[ASSIGNMENT]: Return every line of the data that contains the string "list".

··· EXERCISE MATERIAL ···

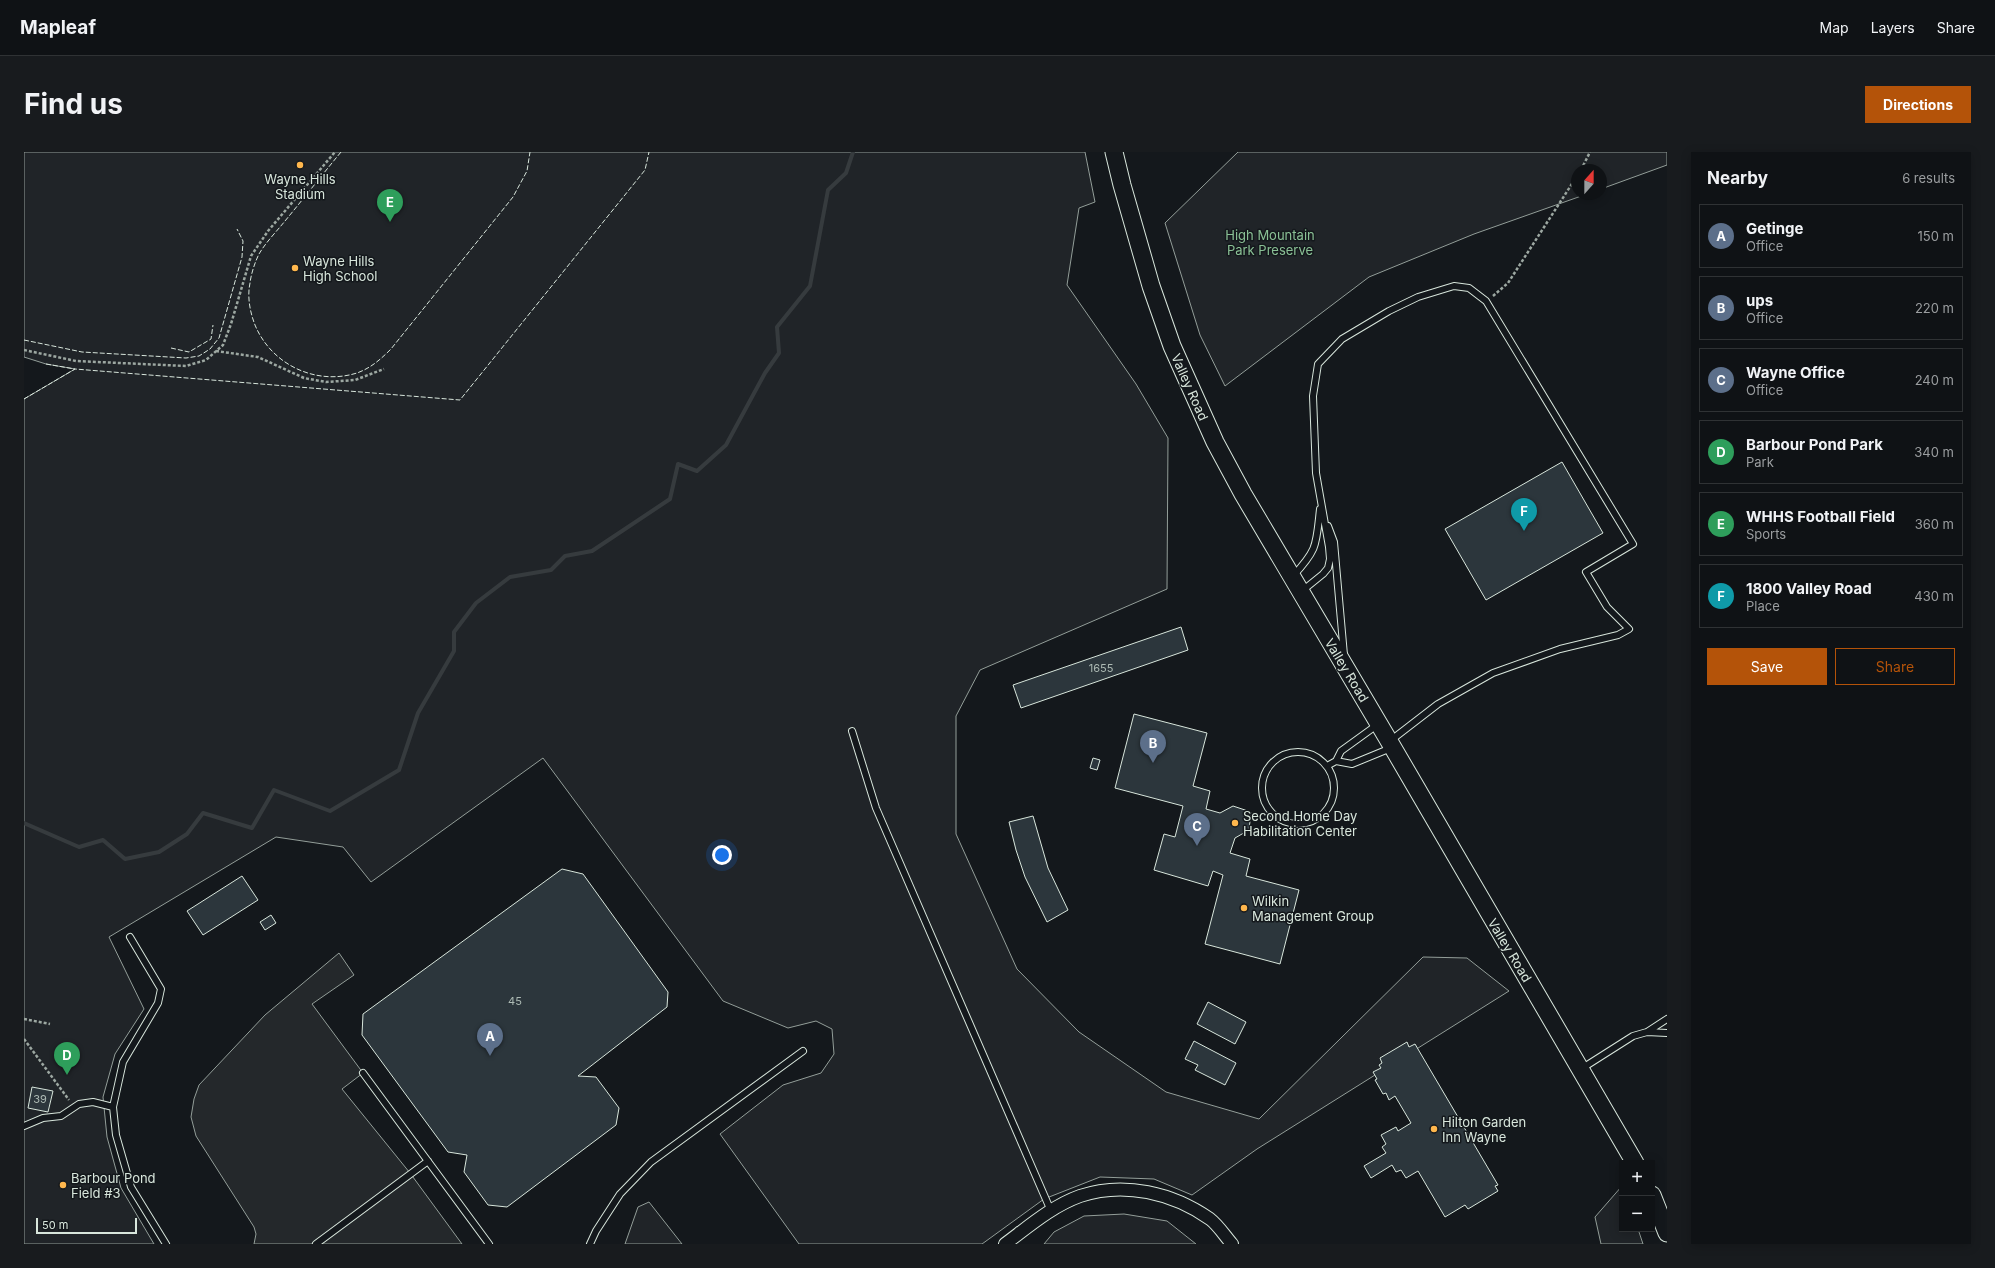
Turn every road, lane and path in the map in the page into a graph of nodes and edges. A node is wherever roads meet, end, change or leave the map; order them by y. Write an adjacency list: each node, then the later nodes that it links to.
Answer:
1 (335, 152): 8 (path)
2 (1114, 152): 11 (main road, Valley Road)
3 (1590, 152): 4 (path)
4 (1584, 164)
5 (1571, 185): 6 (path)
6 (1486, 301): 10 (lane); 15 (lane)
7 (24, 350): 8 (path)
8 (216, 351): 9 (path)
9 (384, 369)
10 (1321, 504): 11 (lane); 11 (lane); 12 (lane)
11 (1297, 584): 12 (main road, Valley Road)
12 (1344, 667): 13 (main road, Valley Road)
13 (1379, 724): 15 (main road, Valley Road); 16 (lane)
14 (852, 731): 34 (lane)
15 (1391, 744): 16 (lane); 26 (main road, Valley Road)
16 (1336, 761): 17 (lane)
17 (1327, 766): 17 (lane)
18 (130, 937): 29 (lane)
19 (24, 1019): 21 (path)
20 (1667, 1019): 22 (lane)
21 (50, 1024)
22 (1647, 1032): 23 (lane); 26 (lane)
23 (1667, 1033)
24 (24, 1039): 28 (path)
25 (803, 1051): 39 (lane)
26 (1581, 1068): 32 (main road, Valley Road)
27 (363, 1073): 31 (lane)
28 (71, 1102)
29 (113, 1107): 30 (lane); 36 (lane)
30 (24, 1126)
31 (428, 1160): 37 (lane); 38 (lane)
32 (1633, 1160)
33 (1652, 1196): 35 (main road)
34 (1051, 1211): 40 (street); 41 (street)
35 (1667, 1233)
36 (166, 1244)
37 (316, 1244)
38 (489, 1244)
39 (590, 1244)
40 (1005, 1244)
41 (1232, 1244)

···
··· EXERCISE MATERIAL ···

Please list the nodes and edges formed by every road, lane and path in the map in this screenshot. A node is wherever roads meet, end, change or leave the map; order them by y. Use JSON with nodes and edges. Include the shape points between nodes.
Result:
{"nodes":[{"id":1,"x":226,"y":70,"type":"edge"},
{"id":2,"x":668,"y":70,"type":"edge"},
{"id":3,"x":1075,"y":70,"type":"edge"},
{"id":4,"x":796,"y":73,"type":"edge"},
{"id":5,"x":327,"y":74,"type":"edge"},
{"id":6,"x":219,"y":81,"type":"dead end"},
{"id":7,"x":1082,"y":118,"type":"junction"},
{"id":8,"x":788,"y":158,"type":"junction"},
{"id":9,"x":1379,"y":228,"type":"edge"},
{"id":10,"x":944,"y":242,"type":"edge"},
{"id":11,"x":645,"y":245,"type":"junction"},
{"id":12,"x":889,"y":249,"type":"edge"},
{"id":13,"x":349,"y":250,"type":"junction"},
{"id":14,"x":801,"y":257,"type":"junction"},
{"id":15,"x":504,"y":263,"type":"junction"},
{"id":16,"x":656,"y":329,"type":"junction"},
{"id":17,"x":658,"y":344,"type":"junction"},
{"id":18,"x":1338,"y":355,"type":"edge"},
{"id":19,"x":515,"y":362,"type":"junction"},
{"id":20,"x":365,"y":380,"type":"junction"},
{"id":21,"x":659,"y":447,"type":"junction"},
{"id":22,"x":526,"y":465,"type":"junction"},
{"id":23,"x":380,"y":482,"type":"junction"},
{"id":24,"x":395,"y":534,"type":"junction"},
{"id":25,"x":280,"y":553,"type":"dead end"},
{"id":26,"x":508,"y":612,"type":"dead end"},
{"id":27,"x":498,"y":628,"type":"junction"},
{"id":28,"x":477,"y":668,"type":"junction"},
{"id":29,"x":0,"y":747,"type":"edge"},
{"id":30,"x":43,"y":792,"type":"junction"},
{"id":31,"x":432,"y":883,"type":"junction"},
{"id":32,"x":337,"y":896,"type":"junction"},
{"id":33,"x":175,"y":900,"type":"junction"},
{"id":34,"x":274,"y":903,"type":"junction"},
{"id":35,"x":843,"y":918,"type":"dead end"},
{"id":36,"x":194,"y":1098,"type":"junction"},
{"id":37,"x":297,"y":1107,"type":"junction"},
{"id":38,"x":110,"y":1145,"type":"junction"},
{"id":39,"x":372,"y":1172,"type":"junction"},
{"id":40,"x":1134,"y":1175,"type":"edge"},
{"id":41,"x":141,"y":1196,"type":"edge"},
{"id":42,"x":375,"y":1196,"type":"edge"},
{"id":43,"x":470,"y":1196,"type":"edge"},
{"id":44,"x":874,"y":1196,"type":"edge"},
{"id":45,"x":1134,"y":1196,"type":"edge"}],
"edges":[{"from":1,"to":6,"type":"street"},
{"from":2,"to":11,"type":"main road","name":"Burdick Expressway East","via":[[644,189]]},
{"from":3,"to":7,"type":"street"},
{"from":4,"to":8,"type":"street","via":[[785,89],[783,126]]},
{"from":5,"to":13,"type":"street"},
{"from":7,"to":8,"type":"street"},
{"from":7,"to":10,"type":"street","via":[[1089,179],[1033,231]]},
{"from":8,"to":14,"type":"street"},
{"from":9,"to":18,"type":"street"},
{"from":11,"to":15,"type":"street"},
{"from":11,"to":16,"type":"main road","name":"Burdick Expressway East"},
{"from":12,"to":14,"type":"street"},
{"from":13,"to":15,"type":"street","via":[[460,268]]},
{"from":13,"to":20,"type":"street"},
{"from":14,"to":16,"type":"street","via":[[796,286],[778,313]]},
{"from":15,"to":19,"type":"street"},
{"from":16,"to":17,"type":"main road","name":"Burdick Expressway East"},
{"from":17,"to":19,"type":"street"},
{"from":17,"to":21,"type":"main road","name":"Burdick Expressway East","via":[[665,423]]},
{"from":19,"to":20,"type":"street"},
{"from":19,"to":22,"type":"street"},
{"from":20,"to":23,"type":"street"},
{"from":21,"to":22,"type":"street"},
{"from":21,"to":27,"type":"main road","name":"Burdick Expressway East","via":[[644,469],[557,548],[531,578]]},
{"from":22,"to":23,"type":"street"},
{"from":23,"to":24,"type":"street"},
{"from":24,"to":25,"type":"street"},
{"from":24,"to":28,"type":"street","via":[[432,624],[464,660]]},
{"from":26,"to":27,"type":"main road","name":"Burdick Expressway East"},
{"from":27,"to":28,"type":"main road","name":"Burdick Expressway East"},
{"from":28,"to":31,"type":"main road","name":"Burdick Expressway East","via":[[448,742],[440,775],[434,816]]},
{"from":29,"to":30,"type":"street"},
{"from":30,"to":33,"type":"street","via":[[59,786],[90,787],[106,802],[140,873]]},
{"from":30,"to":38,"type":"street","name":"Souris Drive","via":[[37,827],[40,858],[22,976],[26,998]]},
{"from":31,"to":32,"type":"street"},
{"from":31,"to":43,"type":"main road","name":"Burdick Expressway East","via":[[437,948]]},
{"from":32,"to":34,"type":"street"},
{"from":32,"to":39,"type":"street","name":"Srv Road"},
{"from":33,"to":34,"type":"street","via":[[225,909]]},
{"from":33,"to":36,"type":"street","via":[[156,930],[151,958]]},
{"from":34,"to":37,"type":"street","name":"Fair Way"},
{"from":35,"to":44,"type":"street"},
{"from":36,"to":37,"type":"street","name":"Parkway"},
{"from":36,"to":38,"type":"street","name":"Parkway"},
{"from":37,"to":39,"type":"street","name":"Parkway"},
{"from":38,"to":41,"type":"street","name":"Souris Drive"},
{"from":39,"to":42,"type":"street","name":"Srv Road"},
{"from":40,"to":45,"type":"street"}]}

···

[TASK RESPONSE]:
Turn every road, lane and path in the map in the page into a graph of nodes and edges. A node is wherever roads meet, end, change or leave the map; order them by y. Write an adjacency list: each node, then the later nodes that it links to.
Please list the nodes and edges formed by every road, lane and path in the map in this screenshot. A node is wherever roads meet, end, change or leave the map; order them by y. Use JSON with nodes and edges. Include the shape points between nodes.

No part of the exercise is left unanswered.